→ **Required action**
Instruction for the entries that follow: retype exactly the lines from the line with "context.save();" to the line with "[250,519,275,541,230,541,250,519]", both included, and omit all others.

(Collected data entries)

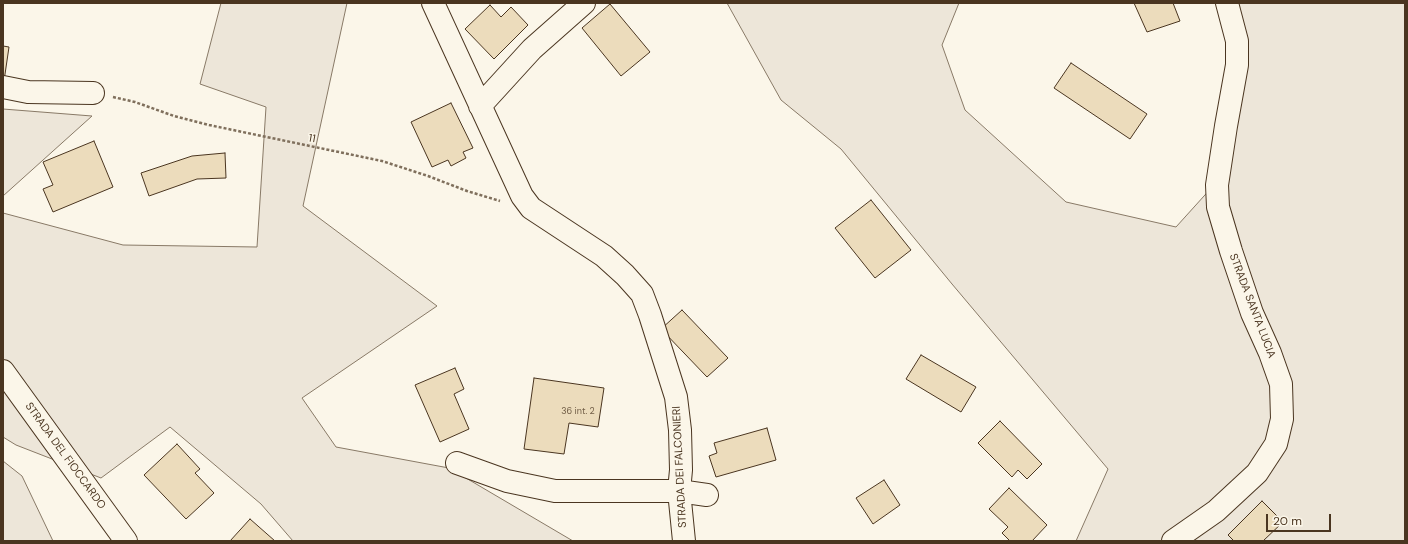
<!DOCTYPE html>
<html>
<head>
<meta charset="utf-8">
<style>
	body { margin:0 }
	#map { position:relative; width:1408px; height:544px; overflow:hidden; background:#fbf6e9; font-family:"DM Sans",sans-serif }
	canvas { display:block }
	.frame { position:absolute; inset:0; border:4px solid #4a3520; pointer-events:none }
	.scale { position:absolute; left:1266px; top:514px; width:65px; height:18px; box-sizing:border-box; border:2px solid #4a3520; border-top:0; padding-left:5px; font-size:12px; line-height:14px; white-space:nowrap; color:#4a3520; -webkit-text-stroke:3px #fbf6e9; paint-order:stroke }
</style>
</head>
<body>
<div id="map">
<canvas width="1408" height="544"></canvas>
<div class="frame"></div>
<div class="scale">20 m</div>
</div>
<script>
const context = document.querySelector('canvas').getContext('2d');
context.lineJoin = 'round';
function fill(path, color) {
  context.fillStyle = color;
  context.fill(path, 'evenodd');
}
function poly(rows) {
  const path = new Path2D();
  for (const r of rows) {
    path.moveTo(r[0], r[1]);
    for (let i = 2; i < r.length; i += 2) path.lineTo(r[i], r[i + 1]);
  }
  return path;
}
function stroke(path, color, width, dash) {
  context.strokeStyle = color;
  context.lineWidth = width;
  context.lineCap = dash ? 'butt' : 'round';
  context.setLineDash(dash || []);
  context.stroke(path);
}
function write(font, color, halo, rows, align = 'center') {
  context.font = font + ' "DM Sans",sans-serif';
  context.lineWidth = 3;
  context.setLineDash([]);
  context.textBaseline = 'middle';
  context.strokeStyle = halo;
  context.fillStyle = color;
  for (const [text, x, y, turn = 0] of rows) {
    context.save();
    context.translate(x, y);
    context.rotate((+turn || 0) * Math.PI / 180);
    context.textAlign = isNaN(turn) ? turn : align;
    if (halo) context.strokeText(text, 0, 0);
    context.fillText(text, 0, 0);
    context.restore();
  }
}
const green = poly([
	[221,3,347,3,303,206,437,306,302,398,336,447,449,468,573,541,293,541,261,504,170,427,101,478,16,445,3,437,3,213,123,245,257,247,266,107,200,84,221,3],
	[727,3,959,3,942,45,965,110,1066,202,1176,227,1223,175,1235,3,1405,3,1405,541,1076,541,1108,469,952,284,841,149,781,100,727,3],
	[3,109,92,116,3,196,3,109],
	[3,461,22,476,53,541,3,541,3,461]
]);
fill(green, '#ede6d9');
stroke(green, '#887966', 1);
const building = poly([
	[1134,3,1173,3,1180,21,1147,32,1134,3],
	[610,4,650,52,621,76,582,28,610,4],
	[490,5,501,17,511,7,528,25,494,59,465,29,490,5],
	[3,46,9,47,4,81,3,81,3,46],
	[1071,63,1147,114,1130,139,1054,88,1071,63],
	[451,103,473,148,463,152,466,158,451,166,448,160,432,167,411,122,451,103],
	[94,141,113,187,53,212,43,189,53,185,43,162,94,141],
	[225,153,226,178,197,179,149,196,141,173,192,156,225,153],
	[871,200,911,250,875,278,835,228,871,200],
	[682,310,728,358,707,377,661,329,682,310],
	[921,355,976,387,961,412,906,379,921,355],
	[455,368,464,389,454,394,469,429,440,442,415,385,455,368],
	[534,378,604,388,598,427,569,423,564,454,524,449,534,378],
	[1000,421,1042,464,1027,479,1018,470,1012,477,978,443,1000,421],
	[767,428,776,460,716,477,709,456,717,453,714,443,767,428],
	[177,444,200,469,195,473,214,493,186,519,144,475,177,444],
	[884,480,900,505,873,524,856,498,884,480],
	[1009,488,1047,525,1032,541,1010,541,1002,533,1008,527,989,509,1009,488],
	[1262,501,1283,522,1263,541,1234,541,1228,535,1262,501],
	[250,519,275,541,230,541,250,519]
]);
fill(building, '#ecdcbc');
stroke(building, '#4a3520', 1);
const minor = poly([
	[433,3,522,196,531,208,604,256,625,275,642,294,650,315,676,397,680,430,681,470,679,491,684,541],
	[3,87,28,92,93,93],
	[480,106,532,49,584,3],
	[3,371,126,541],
	[457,463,507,481,555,491,679,491,707,495],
	[1173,541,1216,511,1257,473,1276,444,1282,419,1281,384,1270,353,1252,313,1231,251,1218,207,1217,185,1226,126,1237,65,1237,41,1227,3]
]);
stroke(minor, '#4a3520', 24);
stroke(poly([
	[113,97,135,102,174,116,209,125,382,161,428,176,467,191,500,201]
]), '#7f6f5c', 2.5, [3, 2]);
stroke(minor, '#fbf6e9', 22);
write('9px', '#725f47', null, [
	["36 int. 2",578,412]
]);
write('11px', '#4a3520', '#fbf6e9', [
	["11",312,139,10],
	["STRADA SANTA LUCIA",1252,306,69],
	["STRADA DEL FIOCCARDO",65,456,54],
	["STRADA DEI FALCONIERI",680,467,-93]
]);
</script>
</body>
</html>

→ **Solution below**
    context.save();
    context.translate(x, y);
    context.rotate((+turn || 0) * Math.PI / 180);
    context.textAlign = isNaN(turn) ? turn : align;
    if (halo) context.strokeText(text, 0, 0);
    context.fillText(text, 0, 0);
    context.restore();
  }
}
const green = poly([
	[221,3,347,3,303,206,437,306,302,398,336,447,449,468,573,541,293,541,261,504,170,427,101,478,16,445,3,437,3,213,123,245,257,247,266,107,200,84,221,3],
	[727,3,959,3,942,45,965,110,1066,202,1176,227,1223,175,1235,3,1405,3,1405,541,1076,541,1108,469,952,284,841,149,781,100,727,3],
	[3,109,92,116,3,196,3,109],
	[3,461,22,476,53,541,3,541,3,461]
]);
fill(green, '#ede6d9');
stroke(green, '#887966', 1);
const building = poly([
	[1134,3,1173,3,1180,21,1147,32,1134,3],
	[610,4,650,52,621,76,582,28,610,4],
	[490,5,501,17,511,7,528,25,494,59,465,29,490,5],
	[3,46,9,47,4,81,3,81,3,46],
	[1071,63,1147,114,1130,139,1054,88,1071,63],
	[451,103,473,148,463,152,466,158,451,166,448,160,432,167,411,122,451,103],
	[94,141,113,187,53,212,43,189,53,185,43,162,94,141],
	[225,153,226,178,197,179,149,196,141,173,192,156,225,153],
	[871,200,911,250,875,278,835,228,871,200],
	[682,310,728,358,707,377,661,329,682,310],
	[921,355,976,387,961,412,906,379,921,355],
	[455,368,464,389,454,394,469,429,440,442,415,385,455,368],
	[534,378,604,388,598,427,569,423,564,454,524,449,534,378],
	[1000,421,1042,464,1027,479,1018,470,1012,477,978,443,1000,421],
	[767,428,776,460,716,477,709,456,717,453,714,443,767,428],
	[177,444,200,469,195,473,214,493,186,519,144,475,177,444],
	[884,480,900,505,873,524,856,498,884,480],
	[1009,488,1047,525,1032,541,1010,541,1002,533,1008,527,989,509,1009,488],
	[1262,501,1283,522,1263,541,1234,541,1228,535,1262,501],
	[250,519,275,541,230,541,250,519]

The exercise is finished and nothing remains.